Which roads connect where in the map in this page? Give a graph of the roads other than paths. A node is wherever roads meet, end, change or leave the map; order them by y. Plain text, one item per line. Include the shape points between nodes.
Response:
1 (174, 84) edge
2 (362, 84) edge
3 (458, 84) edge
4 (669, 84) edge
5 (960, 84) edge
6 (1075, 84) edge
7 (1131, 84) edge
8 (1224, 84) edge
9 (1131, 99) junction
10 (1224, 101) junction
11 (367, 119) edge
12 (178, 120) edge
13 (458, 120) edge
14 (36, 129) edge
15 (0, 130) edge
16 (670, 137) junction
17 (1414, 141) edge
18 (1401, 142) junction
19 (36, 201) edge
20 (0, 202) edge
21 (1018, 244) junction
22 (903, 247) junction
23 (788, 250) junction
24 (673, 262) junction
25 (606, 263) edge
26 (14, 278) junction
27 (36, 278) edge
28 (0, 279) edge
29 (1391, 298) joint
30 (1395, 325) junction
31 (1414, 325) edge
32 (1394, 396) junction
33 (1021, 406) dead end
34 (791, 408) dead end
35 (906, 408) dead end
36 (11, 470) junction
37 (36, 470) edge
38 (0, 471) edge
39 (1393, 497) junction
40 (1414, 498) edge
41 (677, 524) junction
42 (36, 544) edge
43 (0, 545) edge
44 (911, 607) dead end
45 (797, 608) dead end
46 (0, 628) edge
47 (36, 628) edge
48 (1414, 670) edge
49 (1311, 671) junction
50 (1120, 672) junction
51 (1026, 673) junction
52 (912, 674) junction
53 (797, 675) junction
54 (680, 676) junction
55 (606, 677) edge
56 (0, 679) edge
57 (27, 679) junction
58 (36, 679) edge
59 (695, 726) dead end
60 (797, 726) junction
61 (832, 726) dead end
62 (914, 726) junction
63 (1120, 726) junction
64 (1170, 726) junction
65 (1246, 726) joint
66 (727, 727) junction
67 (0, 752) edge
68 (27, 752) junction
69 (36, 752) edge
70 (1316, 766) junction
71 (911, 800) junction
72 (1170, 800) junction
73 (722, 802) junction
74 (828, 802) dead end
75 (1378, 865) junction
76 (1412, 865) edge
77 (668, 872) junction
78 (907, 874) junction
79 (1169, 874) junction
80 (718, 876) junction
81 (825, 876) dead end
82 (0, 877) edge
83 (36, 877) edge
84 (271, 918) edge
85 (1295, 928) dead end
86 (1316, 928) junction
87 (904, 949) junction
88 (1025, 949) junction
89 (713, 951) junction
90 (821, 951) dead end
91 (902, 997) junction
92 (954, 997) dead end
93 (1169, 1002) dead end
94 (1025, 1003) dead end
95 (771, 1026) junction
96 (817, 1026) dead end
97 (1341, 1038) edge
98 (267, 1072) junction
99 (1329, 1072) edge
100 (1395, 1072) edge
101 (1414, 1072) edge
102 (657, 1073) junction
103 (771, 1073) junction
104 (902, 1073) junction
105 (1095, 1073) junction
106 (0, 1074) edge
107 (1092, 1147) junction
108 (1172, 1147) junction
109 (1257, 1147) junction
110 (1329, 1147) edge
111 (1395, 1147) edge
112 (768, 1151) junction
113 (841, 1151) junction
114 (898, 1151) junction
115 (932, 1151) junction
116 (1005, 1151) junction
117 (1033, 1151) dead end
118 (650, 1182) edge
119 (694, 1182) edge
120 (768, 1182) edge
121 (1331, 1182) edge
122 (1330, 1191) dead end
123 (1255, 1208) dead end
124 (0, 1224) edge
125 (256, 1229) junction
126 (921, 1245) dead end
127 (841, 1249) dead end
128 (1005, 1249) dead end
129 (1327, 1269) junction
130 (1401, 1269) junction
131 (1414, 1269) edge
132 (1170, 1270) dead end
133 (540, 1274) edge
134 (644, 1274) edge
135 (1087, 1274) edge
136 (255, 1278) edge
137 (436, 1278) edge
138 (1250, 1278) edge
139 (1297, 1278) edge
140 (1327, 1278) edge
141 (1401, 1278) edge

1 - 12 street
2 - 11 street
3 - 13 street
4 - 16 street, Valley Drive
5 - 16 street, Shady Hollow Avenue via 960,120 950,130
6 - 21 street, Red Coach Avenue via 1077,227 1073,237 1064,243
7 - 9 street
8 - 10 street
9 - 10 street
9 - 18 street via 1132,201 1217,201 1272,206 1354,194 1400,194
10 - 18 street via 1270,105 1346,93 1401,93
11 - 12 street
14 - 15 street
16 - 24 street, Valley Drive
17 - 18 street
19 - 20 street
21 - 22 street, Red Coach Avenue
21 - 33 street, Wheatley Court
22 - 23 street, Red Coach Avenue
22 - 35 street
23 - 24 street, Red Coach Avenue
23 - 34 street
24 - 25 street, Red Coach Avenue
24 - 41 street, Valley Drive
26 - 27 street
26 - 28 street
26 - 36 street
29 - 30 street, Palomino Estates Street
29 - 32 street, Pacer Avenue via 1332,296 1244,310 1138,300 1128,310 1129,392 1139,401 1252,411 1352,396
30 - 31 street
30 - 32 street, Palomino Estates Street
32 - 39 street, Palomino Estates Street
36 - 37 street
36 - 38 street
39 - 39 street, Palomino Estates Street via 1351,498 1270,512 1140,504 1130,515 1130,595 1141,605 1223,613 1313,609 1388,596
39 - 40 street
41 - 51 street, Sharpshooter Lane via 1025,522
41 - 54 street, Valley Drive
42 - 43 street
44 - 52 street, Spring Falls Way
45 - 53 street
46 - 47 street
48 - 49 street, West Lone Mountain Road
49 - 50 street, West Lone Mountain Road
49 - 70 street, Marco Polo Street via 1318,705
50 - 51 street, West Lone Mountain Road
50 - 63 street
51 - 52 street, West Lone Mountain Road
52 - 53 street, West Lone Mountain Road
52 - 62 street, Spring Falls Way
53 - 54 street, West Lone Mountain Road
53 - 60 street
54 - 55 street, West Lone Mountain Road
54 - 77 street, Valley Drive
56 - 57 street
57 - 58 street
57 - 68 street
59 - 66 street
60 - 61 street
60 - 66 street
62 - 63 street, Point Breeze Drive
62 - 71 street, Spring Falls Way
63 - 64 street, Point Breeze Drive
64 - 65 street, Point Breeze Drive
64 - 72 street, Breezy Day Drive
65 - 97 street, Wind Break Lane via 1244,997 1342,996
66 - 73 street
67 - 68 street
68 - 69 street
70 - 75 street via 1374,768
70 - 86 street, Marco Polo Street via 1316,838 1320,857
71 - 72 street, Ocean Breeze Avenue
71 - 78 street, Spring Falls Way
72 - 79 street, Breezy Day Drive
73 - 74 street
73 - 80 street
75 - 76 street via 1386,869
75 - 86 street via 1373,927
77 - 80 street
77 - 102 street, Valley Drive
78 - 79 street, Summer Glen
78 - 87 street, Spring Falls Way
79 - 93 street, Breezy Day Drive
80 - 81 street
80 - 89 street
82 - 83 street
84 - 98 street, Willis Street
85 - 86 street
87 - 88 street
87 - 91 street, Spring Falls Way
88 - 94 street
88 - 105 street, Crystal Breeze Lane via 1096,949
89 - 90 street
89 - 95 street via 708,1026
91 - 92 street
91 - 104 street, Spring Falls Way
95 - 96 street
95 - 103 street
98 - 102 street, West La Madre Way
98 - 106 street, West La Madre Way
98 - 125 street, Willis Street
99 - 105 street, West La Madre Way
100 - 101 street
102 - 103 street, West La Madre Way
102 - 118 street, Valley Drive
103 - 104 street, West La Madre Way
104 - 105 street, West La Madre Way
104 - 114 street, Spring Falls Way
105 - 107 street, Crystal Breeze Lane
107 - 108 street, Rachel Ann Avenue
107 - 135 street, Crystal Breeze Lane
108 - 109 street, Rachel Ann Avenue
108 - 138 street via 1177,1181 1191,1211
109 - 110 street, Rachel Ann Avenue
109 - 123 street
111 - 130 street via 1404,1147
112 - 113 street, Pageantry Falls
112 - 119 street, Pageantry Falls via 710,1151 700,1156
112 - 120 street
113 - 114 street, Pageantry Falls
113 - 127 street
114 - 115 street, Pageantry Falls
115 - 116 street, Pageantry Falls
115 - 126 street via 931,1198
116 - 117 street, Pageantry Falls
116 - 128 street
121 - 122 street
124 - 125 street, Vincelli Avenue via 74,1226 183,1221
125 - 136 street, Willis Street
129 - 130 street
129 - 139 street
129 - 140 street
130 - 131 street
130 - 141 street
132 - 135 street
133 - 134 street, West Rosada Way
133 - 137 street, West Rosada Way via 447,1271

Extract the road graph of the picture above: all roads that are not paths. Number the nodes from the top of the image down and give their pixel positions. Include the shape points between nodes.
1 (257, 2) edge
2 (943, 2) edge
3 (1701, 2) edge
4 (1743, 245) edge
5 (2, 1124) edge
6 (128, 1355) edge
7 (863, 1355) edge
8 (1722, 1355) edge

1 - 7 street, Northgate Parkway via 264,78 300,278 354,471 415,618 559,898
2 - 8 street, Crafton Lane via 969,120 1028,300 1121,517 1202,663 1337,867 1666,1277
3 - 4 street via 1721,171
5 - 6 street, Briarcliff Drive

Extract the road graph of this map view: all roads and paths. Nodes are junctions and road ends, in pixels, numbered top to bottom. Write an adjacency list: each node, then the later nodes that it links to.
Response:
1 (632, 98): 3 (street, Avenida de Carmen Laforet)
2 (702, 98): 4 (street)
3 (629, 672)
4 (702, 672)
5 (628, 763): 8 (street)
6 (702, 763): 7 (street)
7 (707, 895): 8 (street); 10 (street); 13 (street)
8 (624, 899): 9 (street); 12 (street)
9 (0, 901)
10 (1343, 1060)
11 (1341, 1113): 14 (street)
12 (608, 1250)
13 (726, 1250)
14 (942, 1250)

### WHAT IS EXPECTED
Pull out all lines containing the word "Lone" from the entries above.

### WRITTEN ANSWER
48 - 49 street, West Lone Mountain Road
49 - 50 street, West Lone Mountain Road
50 - 51 street, West Lone Mountain Road
51 - 52 street, West Lone Mountain Road
52 - 53 street, West Lone Mountain Road
53 - 54 street, West Lone Mountain Road
54 - 55 street, West Lone Mountain Road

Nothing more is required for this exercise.